Insights into the appointment of a competent person pursuant to the Banking Act
February 2022
The appointment of a competent person under the Banking Act to take charge of a bank’s assets for the purpose of safeguarding the interests of depositors and/or to assume control of the bank’s business to carry out that business or other functions assigned to the said competent person, is relatively new to Malta. Whilst giving the competent person control and possession over a bank’s assets and business, the law fails to provide detail on what powers, rights and obligations the said competent person has in carrying out the said functions.
It is however clear that upon taking charge of the bank’s assets or assuming control of its business, the bank’s assets or business, do not become the assets and the business of the competent person, but remain the assets and business of the bank, separate and distinct from those of the competent person. The appointment of the competent person does not affect the legal personality of the bank which remains in existence. Decisions taken by the competent person regarding the bank’s assets and business, are decisions taken for and on behalf of the bank. Pursuant to the Banking Act, the bank (not being a physical person) does not continue to act through its board of directors or a general meeting, but through the competent person (in relation to matters with respect to which the competent person is competent).
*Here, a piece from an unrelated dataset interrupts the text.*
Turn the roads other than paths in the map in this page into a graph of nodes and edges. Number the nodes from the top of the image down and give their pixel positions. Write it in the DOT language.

This does not mean that the competent person assumes all powers, rights, and obligations of directors and shareholders. Powers vested in the competent person are limited to taking charge of the assets or assuming control of the bank’s business, to the exclusion of everyone else. Decisions on any other matter remain vested in the directors and shareholders. Thus, directors retain residual powers to take action on behalf of the bank, as for example to contest the competent authority’s directives against the bank[1]; directors retain certain duties pursuant to the Companies Act such as for example with respect to certain notifications with the Malta Business Registry.
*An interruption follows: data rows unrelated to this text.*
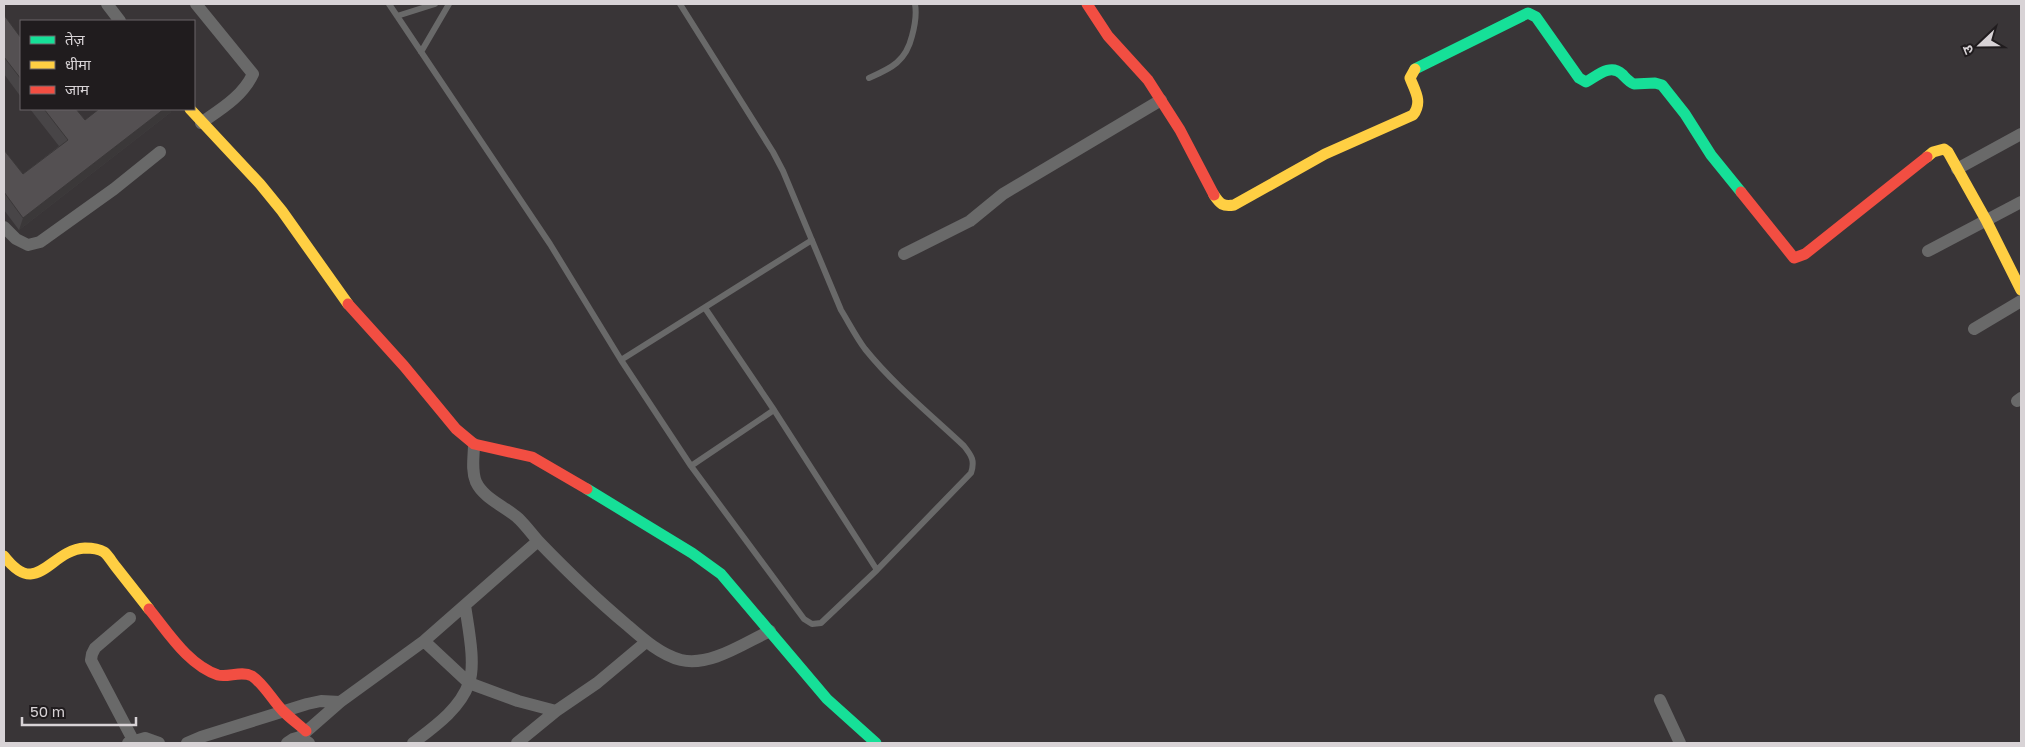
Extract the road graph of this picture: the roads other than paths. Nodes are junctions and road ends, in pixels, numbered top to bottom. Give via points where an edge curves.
1 (106, 4) edge
2 (196, 4) edge
3 (389, 4) edge
4 (435, 4) edge
5 (449, 4) edge
6 (680, 4) edge
7 (915, 4) edge
8 (1087, 4) edge
9 (397, 16) junction
10 (119, 20) edge
11 (421, 52) junction
12 (869, 78) dead end
13 (1161, 100) junction
14 (191, 110) edge
15 (201, 123) junction
16 (2021, 134) edge
17 (160, 152) dead end
18 (1957, 169) junction
19 (2021, 202) edge
20 (1986, 220) junction
21 (4, 227) edge
22 (812, 240) junction
23 (1928, 251) dead end
24 (904, 254) dead end
25 (2021, 290) edge
26 (2021, 301) edge
27 (705, 308) junction
28 (1974, 329) dead end
29 (621, 360) junction
30 (774, 410) junction
31 (474, 444) junction
32 (691, 466) junction
33 (538, 541) junction
34 (4, 556) edge
35 (877, 570) junction
36 (465, 606) junction
37 (130, 618) dead end
38 (770, 631) junction
39 (424, 642) junction
40 (646, 642) junction
41 (469, 683) junction
42 (1660, 700) dead end
43 (340, 702) junction
44 (283, 711) junction
45 (556, 711) junction
46 (305, 737) edge
47 (130, 742) edge
48 (159, 743) edge
49 (187, 743) edge
50 (287, 743) edge
51 (413, 743) edge
52 (517, 743) edge
53 (876, 743) edge
54 (1680, 743) edge

1 - 10 street
2 - 15 street via 253,74 239,95
3 - 9 lane
4 - 9 lane
5 - 11 lane
6 - 22 lane via 773,152
7 - 12 lane via 915,25 902,59 888,70
8 - 13 street via 1108,36 1148,80
9 - 11 lane
11 - 29 lane via 550,244
13 - 18 street via 1214,196 1220,204 1234,205 1325,154 1413,115 1420,103 1410,78 1413,71 1528,13 1536,17 1579,78 1586,82 1608,69 1614,69 1631,83 1662,85 1711,155 1794,258 1805,254 1938,149 1948,152
13 - 24 street via 1003,194 970,221
14 - 15 street
15 - 31 street via 282,211 363,323 456,429
16 - 18 street
17 - 21 street via 40,242 28,245
18 - 20 street
19 - 20 street
20 - 23 street
20 - 25 street
22 - 27 lane
22 - 35 lane via 841,310 864,347 891,378 964,446 972,455 974,464 971,474
26 - 28 street
27 - 29 lane
27 - 30 lane
29 - 32 lane
30 - 32 lane
30 - 35 lane
31 - 33 street via 473,470 477,482 492,500 520,520
31 - 38 street via 532,456 692,552 721,574
32 - 35 lane via 804,619 812,624 821,623
33 - 36 street
33 - 40 street via 597,600
34 - 44 street via 16,570 35,576 69,551 93,547 104,552 170,636 198,665 221,676 246,674
36 - 39 street
36 - 41 street via 471,653
37 - 47 street via 95,648 91,660
38 - 40 street via 697,662 680,660
38 - 53 street via 842,715
39 - 41 street
39 - 43 street
40 - 45 street via 598,683
41 - 45 street
41 - 51 street via 459,701
42 - 54 street
43 - 44 street via 320,701
43 - 46 street
44 - 46 street
44 - 49 street
45 - 52 street
46 - 50 street
47 - 48 street via 145,738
The converse is that upon its appointment, the competent person does not substitute and become a director or shareholder of the bank, and the competent person should not be expected to take all action normally required of a company’s directors or shareholders.
The competent person’s powers are limited in scope and purpose and will depend on the terms of its appointment and the limitations imposed at law. According to the Banking Act, the appointment of the competent person to take charge of the assets is made to safeguard the interests of depositors. Thus a competent person’s powers in this respect are limited to preserving the assets in the interests of depositors. A competent person taking control of the business, will need to act pursuant to the directions of the competent authority who may require the competent person to continue the business or to carry out other functions, which functions will need to be determined by the competent authority itself.
Obligations arising pursuant to general principles of law that apply to for example liquidators, provisional administrators, special controllers and directors, who albeit have different functions and powers are all entrusted with property belonging to others, would here apply. Such would be fiduciary obligations, and an obligation to exercise diligence, skill and care in the execution of one’s duties.
As the institution evolves with the appointment of various persons appointed for the role in recent years, so likewise will specific duties of such competent persons become clearer in time.